Alas, there was no overlap in attendance or topics. The differences in culture, language and approaches are remarkable. The neurobiological conference was all about the mechanisms that explain bits of brains as we see them, snapshots of the precision of development. A top-down and reverse engineering approach to glimpse the rules of life. By contrast, the ALifers were happy to run simulations that create anything that looked lifelike: swarming behavior, a simple process resembling some aspect of cognition or a complicated representation in an evolved system. They pursue a bottom-up approach to investigate what kind of code can give rise to life. What would it take to learn from each other? Have developmental biologists really learned nothing to inform artificial neural network design?
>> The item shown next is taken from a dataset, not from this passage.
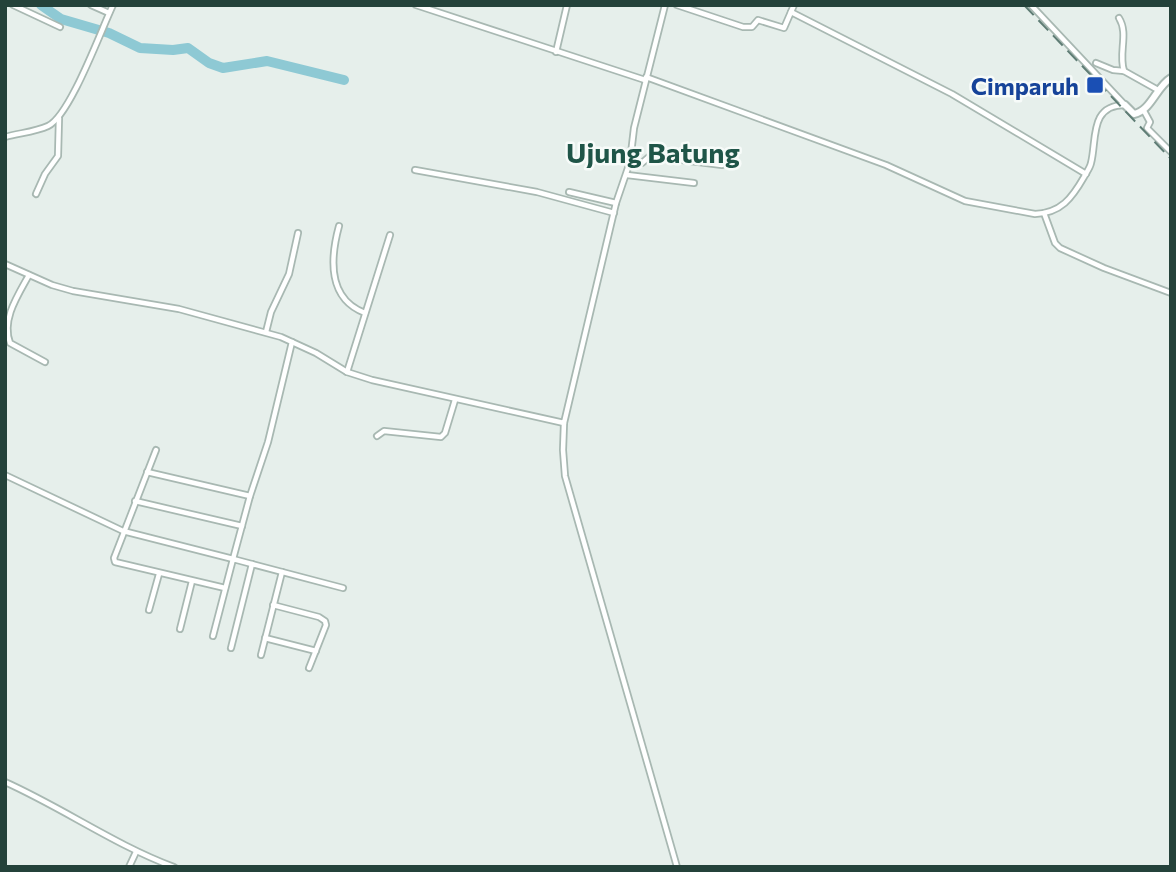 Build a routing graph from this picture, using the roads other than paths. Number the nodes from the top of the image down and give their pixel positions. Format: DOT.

Have Alifers and AI researchers really found nothing to help biologists understand what they are looking at? I wanted to do an experiment in which we try to learn from each other; an experiment that, if good for nothing else, would at least help to understand what it is that we are happy to ignore.

 […]

I am aware that many ALife and AI researchers may feel that reading a book written by a neurobiologist is not likely to be helpful for their work, both for reasons of perspective and the inevitable focus on unhelpful biological “messiness.” Similarly, some developmental neurobiologists may currently read a book or two on the application of deep learning to analyze their data, rather than to learn from the AI community about how “real” brains come to be. I started this project wishing there were a book that both would enjoy having a look at, or at least get sufficiently upset about to trigger discussion between the fields.